Obviously it'd take longer to charge up a bigger or smaller drive. I'm assuming a J3 drive here - maybe they all take the same length of time, maybe there's an additional factor for whether you're looking at a J1 or J6 drive. But this gives you an idea of how it'd work in practice (and something considerably more useful than the vague "1-6 weeks depending on star type and distance from star").
So the moral of the story is - use the Collector within the Habitable or Inner Zones, unless you have a lot of time to kill.
'Collectors consume 1% of the ship’s tonnage multiplied by the maximum jump number its drive is capable of, plus 5 tons.' The collectors are build to handle the size of a ship's jump engine. No J4s in the Core book so we try an 800 ton merc cruiser at J3. That's a Collector displacing 29 tons compared to 249 tons fuel.
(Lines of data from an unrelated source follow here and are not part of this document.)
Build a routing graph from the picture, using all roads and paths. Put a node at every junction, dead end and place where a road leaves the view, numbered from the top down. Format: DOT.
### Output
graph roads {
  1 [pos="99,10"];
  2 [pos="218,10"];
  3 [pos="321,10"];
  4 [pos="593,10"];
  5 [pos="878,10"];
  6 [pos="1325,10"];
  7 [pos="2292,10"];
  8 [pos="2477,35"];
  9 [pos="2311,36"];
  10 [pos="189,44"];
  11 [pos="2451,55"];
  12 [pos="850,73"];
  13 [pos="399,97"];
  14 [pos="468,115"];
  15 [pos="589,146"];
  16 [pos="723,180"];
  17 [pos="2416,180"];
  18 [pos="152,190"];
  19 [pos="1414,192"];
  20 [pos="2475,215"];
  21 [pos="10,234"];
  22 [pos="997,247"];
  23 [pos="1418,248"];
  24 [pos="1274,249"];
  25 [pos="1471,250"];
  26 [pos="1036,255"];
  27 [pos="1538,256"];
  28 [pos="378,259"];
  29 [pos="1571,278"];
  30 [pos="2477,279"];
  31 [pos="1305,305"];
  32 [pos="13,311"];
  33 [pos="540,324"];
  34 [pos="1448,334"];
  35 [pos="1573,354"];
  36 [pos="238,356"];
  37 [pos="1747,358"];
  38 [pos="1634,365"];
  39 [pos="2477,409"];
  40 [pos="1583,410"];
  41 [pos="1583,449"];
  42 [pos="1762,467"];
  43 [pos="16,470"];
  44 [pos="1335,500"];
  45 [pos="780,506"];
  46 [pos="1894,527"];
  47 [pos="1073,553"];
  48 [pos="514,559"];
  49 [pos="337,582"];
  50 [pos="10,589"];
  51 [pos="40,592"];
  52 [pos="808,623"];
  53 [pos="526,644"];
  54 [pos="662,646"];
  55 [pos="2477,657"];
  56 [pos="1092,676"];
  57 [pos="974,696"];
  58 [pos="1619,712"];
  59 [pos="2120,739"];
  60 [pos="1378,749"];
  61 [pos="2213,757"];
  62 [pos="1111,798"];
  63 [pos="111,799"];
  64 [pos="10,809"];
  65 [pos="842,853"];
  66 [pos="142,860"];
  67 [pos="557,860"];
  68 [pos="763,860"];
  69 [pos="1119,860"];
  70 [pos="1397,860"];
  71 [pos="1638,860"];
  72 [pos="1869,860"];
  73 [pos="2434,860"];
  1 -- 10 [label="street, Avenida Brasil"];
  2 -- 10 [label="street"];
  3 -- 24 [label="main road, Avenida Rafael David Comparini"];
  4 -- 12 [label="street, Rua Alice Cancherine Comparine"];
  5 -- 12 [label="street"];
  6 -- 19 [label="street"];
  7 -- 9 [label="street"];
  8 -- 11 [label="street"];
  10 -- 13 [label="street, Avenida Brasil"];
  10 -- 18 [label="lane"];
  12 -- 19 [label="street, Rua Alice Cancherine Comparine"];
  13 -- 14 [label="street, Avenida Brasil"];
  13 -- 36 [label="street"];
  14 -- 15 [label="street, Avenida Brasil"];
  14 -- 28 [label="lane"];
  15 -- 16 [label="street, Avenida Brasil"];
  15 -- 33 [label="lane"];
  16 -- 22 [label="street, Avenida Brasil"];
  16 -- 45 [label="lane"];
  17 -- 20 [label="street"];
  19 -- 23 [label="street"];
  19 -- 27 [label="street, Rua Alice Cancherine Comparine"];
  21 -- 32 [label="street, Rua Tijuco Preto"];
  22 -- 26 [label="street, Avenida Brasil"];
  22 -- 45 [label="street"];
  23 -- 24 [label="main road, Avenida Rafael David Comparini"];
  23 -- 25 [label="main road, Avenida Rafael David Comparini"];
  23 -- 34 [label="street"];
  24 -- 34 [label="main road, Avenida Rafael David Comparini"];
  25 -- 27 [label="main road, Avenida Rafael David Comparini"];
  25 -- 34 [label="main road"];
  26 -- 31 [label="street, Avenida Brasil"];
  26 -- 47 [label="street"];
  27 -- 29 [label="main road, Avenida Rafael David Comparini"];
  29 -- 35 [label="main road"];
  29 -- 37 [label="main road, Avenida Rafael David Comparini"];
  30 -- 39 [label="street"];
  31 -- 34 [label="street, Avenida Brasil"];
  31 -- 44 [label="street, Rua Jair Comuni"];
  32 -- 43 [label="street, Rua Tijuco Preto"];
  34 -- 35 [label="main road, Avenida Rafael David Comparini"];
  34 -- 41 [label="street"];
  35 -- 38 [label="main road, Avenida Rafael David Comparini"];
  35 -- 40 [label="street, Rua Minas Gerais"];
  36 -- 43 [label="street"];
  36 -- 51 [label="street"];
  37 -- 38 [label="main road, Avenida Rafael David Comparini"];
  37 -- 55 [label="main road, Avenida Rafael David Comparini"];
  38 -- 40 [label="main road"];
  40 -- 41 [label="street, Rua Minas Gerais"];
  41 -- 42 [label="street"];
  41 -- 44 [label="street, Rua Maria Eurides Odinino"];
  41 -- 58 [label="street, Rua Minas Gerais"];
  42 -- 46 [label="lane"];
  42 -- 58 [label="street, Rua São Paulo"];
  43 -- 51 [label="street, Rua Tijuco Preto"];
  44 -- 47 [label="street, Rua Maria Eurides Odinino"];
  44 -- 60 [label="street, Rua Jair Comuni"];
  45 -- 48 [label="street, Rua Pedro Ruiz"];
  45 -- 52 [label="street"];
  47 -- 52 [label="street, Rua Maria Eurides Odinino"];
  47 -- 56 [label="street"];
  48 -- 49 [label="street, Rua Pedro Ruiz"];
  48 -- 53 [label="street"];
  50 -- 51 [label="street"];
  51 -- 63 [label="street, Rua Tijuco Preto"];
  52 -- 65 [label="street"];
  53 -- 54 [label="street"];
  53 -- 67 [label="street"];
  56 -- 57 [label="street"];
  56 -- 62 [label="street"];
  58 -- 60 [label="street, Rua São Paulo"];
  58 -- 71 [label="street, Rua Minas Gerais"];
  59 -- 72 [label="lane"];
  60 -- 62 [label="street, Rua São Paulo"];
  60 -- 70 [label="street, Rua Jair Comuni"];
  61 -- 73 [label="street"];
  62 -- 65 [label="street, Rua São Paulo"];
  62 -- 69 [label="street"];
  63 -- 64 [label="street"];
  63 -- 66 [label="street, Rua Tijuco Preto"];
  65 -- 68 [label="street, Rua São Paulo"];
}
Sounds great except a Collector cruiser should not be able to deploy that honking huge canopy under gravity in an atmosphere which it's built to operate in. Just to be fair though rather than assuming - Mongoose, can canopies be used planetside or are they those gigantic gossamer structures that work only in zero gravity?
It sounds like they're zero gravity only. It's basically unravelling an energy-collecting light sail.
The Annic Nova scenario never explained the double jump drive capacity or how the Accumulator charges both except it could because it was Weird Alien Stuff. The HG2e version was again simplified to handle one jump capacitor system at a time. It seems reasonable it could spend a second week to charge a second jump drive that is equal to or smaller than a primary jump engine. Adding a second Collector system seems impossible with the canopy component.